Beats reversed, overlapped, climbed on top of each other, glitched out. Angelic voices appeared and then, just as quickly, floated away. What the hell was this? How often do you put an album on and experience absolute pleasure of not having a definition on hand for what you're hearing? It was unpredictable at every turn and truly hit its stride with "point to B," as staccato raps, cut up and then cut up again, met wandering wind chimes before doubling back on themselves, taking parts of words, snipped and spliced, and making them the found-sound beats.

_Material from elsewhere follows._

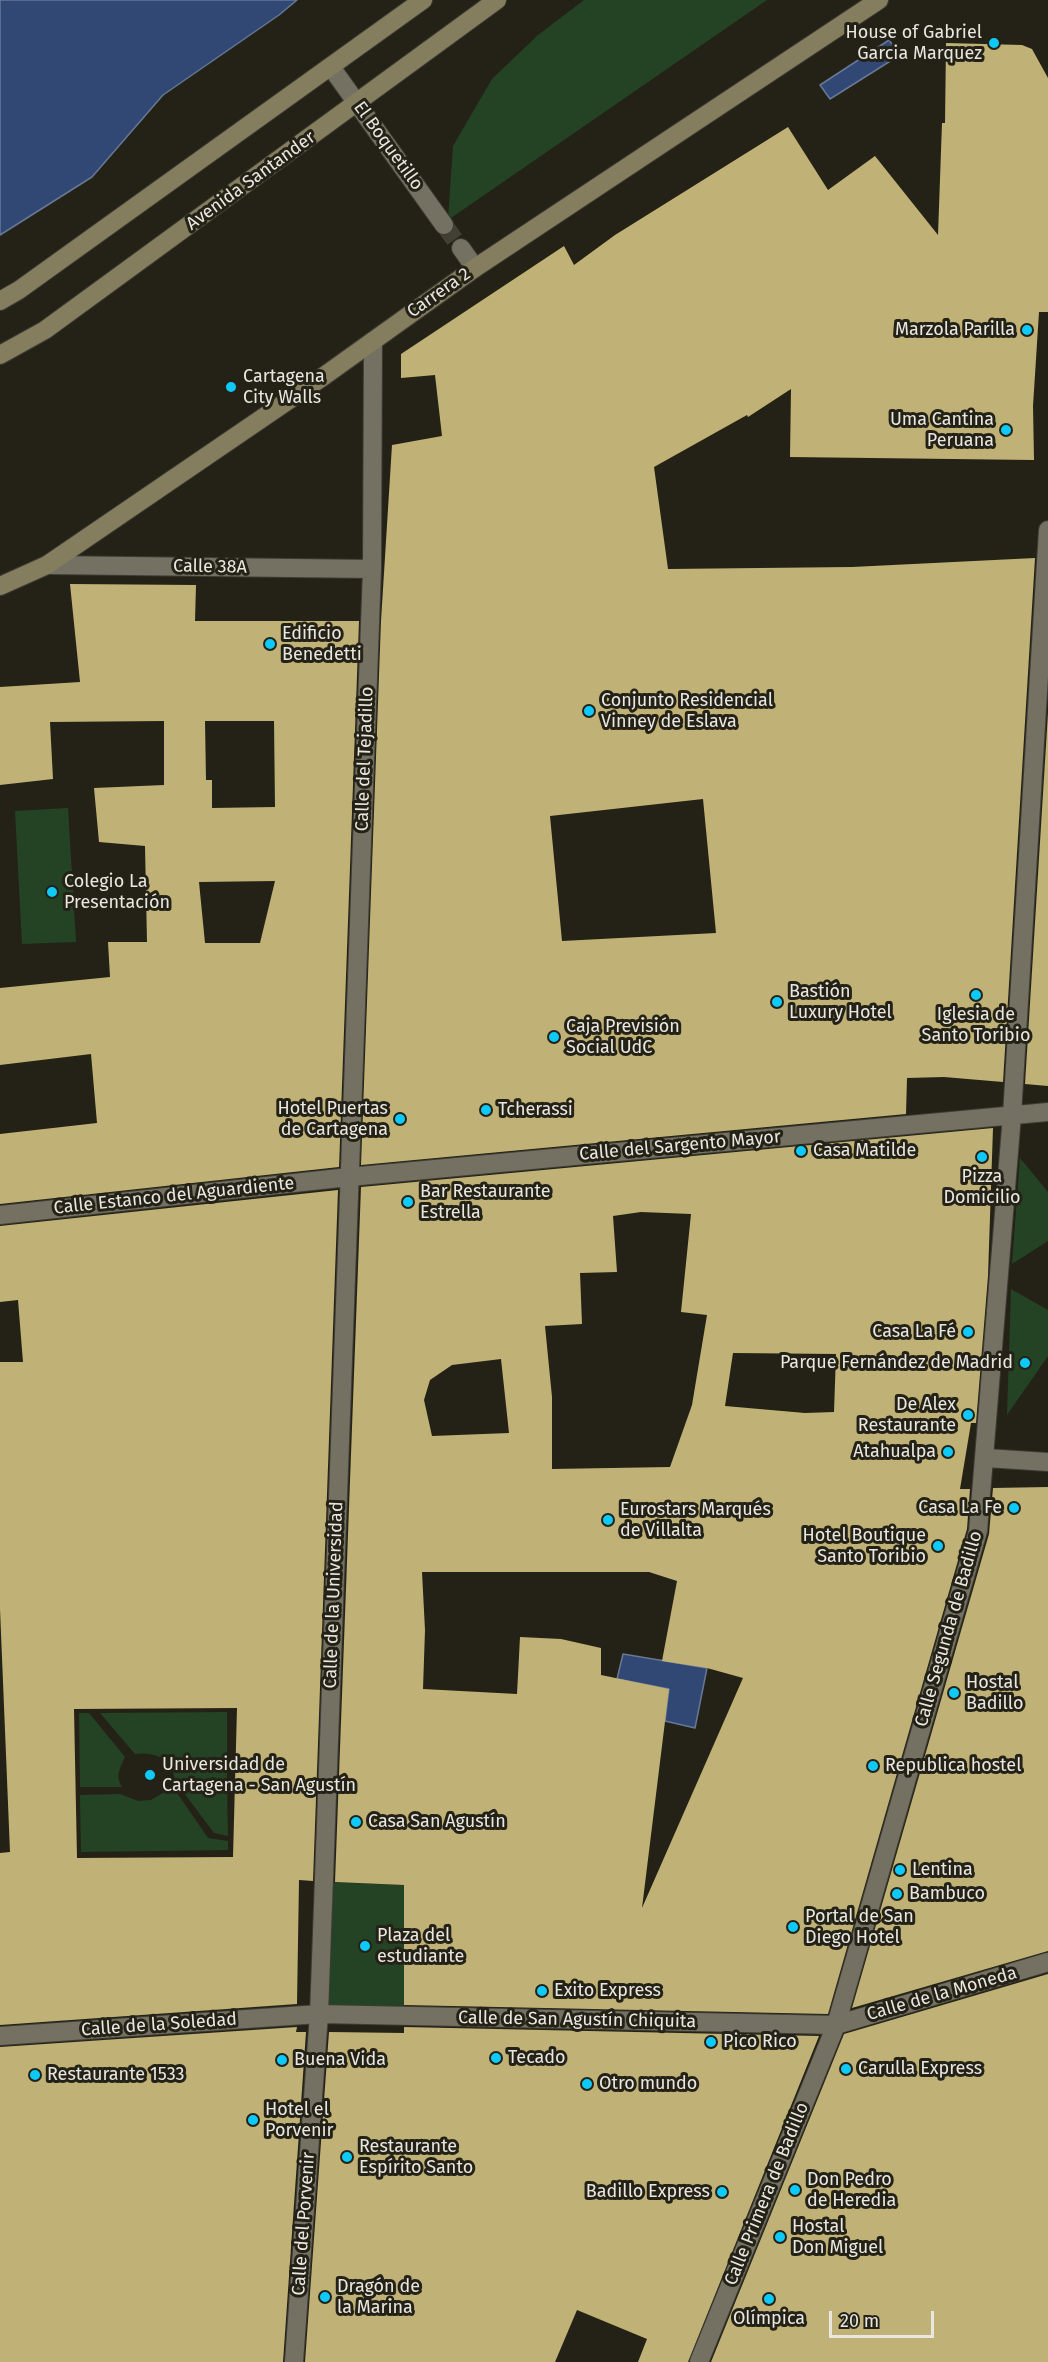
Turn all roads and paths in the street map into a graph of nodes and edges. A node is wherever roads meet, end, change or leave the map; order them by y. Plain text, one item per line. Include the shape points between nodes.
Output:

In 2002 Herren released two EPs, one as Savath + Savalas, the other as Prefuse 73. Both had a sketchbook quality and seemed like casual explorations. His work as Prefuse 73, The '92 Vs '02 Collection, had little of Vocal Studies' tautness. Its downtempo R & B ballads were disappointingly flaccid.

Relief, then, that One Word Extinguisher, from the start, portrays Herren's Prefuse 73 as having been resuscitated and revived. Its first two proper tracks are unrelenting bangers. "The End of Biters-International" is, at one minute and 17 seconds, probably the tightest, shortest, hip-hop jam you'll hear in '03. Cymbals crash into pianos and snippets of a voice are tossed into the mix, coalescing into a vigorous challenge rap ("Able to defend bombastic MCs/ Like a baseball bat I'll break you down to your knees/ If you see a sucker cut him/ Don't like perpetrators..."). With "The End of Biters..." Herren sets a pace that announces sprint but which, over the course of 23 (!!) tracks, evolves into more of a cross-country marathon.

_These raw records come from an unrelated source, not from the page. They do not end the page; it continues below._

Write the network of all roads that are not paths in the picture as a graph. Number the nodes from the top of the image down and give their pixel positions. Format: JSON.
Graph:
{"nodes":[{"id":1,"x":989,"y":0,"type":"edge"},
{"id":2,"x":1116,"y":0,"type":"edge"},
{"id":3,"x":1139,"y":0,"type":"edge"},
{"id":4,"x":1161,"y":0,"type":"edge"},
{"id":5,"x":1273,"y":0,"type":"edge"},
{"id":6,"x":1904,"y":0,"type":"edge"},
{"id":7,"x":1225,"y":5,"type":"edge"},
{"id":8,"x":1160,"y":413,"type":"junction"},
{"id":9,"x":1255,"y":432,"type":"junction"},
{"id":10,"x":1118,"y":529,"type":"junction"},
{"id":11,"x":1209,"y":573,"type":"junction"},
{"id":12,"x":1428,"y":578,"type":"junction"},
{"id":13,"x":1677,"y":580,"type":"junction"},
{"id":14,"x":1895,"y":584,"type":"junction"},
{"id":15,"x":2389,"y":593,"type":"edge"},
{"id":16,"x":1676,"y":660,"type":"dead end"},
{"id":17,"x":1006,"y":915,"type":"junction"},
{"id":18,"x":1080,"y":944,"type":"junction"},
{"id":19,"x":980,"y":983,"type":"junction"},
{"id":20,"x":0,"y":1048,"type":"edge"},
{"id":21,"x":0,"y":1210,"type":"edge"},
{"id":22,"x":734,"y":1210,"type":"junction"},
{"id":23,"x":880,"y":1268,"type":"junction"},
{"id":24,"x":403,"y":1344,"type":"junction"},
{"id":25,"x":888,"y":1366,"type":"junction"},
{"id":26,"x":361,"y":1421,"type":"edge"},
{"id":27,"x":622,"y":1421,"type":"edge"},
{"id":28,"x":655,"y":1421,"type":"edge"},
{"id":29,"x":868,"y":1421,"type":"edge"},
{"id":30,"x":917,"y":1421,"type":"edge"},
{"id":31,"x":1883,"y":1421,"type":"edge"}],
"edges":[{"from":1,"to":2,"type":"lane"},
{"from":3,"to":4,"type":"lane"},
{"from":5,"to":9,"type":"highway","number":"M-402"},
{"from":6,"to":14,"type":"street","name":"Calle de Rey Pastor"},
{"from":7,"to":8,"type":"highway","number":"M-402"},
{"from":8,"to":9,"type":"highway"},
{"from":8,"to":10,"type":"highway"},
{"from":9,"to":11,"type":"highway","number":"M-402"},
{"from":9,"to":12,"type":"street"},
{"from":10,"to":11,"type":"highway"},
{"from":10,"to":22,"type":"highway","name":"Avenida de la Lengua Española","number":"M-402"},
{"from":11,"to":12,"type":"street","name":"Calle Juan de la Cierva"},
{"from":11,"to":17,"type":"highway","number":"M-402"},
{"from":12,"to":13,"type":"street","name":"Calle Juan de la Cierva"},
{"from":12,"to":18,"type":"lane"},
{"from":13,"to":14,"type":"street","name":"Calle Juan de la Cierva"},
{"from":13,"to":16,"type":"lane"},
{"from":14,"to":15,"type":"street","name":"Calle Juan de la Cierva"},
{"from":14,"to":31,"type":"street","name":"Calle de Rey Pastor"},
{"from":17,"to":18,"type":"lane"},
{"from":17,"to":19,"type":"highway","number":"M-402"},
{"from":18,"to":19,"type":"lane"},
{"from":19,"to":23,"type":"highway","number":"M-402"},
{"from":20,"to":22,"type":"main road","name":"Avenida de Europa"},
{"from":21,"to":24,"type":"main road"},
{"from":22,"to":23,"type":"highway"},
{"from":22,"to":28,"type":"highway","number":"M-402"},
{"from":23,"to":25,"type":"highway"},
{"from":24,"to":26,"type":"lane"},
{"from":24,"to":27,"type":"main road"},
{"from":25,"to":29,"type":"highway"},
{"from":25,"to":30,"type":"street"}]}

"Plastic," a collaboration with the rapper Diverse, comes next and shows Herren maintaining his front-running momentum. Skittering, bouncing synths and Diverse's uptempo delivery, manipulated by Herren to stop, start, move forward and back, mark this piece. As with past Prefuse joints, the rapper is a participant but Herren's production is the star.

Throughout a very cohesive album, Herren manages to mix into his stew some raps, some instrumentals, and some tracks that take the spirited heavy beats of hip-hop and ally them with sampled swatches of soulful female vocalists. Combinations like those on "Dave's Bonus Beats" and "Why I Love You" are electronic-based, but with their choruses of overdubbing vocals, pianos and strings, are yearning and moving. Parts could be considered post-gospel.

Herren fuses beatboxing with classical orchestration on "Busy Signal." "Perverted Undertone," which rolls warmly and easily along its winding bassline and keys, provides the perfect summer day soundtrack. "Choking You" is a potent piece of digital funk driven by crunching tones that sound as if they were produced with a re-calibrated Speak & Spell.

One Word Extinguisher doesn't shock the way Vocal Studies... did but, if his debut drew the vivid hip-hop/electronic blueprint, Herren convincingly takes his plans and constructs something big with the follow-up. For Prefuse 73 fans, as well as those who like their soul, funk and hip-hop with more edge than cheese, it's well worth investigating.